> [Requirement]:
From the records below, pull each line that has "SILVER".

> [Records supplied]:
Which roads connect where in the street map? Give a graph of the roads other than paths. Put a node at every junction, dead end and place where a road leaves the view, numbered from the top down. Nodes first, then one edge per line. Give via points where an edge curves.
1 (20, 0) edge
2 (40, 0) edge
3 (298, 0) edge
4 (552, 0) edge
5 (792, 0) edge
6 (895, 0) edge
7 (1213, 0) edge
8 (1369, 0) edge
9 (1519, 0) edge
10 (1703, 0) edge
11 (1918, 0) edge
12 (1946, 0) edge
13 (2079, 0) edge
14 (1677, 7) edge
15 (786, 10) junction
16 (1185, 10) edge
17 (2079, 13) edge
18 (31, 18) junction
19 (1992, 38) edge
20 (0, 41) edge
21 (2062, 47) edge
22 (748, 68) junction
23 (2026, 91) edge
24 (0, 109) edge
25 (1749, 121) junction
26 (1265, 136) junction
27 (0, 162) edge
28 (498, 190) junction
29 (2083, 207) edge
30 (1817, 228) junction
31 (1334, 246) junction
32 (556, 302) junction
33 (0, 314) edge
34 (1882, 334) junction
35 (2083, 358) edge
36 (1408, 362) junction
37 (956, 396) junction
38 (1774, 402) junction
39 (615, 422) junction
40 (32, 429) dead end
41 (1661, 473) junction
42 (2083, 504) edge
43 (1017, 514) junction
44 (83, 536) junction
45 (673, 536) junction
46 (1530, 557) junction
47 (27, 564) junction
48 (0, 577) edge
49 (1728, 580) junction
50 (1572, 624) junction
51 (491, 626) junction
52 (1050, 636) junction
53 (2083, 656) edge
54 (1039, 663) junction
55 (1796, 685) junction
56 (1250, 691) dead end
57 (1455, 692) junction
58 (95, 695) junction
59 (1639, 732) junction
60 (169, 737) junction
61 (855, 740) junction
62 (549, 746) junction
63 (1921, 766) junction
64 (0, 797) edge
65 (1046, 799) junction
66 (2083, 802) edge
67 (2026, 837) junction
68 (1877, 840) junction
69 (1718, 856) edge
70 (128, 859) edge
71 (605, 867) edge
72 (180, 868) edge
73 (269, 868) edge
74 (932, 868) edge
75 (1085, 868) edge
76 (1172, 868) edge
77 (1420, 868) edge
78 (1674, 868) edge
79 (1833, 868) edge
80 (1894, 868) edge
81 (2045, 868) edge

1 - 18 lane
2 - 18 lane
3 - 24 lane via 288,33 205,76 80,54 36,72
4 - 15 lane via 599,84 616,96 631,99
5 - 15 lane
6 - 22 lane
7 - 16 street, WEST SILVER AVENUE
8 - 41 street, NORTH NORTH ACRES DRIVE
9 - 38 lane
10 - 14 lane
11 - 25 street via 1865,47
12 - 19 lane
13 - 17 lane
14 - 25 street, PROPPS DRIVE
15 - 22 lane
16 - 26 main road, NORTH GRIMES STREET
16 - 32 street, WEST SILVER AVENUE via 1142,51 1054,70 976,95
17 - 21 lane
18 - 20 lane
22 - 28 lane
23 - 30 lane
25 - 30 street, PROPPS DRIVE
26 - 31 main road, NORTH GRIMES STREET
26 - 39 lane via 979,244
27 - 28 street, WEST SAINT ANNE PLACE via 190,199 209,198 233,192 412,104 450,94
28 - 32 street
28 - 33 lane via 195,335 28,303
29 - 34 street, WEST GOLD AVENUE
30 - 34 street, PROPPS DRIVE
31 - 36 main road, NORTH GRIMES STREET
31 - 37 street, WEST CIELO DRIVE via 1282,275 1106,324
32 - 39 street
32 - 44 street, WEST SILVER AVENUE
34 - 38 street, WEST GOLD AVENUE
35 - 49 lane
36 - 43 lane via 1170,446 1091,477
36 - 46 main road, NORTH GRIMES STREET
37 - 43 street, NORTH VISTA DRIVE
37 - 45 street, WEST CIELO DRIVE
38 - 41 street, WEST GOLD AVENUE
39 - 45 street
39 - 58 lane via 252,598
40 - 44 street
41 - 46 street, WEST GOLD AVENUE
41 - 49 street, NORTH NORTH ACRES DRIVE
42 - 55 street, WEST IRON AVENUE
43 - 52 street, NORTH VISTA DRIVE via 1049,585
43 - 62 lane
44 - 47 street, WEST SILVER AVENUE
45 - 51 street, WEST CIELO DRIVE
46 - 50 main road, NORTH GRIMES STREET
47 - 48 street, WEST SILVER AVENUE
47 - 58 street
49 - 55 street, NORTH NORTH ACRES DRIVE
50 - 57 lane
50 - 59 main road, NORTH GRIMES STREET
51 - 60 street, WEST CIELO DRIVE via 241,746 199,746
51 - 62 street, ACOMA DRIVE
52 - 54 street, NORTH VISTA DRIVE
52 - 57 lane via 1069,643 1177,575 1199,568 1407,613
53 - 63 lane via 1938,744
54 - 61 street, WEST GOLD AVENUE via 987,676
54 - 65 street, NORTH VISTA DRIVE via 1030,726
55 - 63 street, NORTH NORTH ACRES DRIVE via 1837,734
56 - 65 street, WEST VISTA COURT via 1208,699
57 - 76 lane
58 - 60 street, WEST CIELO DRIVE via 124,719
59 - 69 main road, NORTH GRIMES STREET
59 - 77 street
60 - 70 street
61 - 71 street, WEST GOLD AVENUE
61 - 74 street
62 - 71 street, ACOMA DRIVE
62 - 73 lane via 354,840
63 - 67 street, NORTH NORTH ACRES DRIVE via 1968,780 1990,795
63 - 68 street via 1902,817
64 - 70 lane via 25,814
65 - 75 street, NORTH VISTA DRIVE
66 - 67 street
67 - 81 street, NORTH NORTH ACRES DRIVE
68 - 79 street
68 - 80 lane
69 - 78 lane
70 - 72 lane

> [Problem solution]:
7 - 16 street, WEST SILVER AVENUE
16 - 32 street, WEST SILVER AVENUE via 1142,51 1054,70 976,95
32 - 44 street, WEST SILVER AVENUE
44 - 47 street, WEST SILVER AVENUE
47 - 48 street, WEST SILVER AVENUE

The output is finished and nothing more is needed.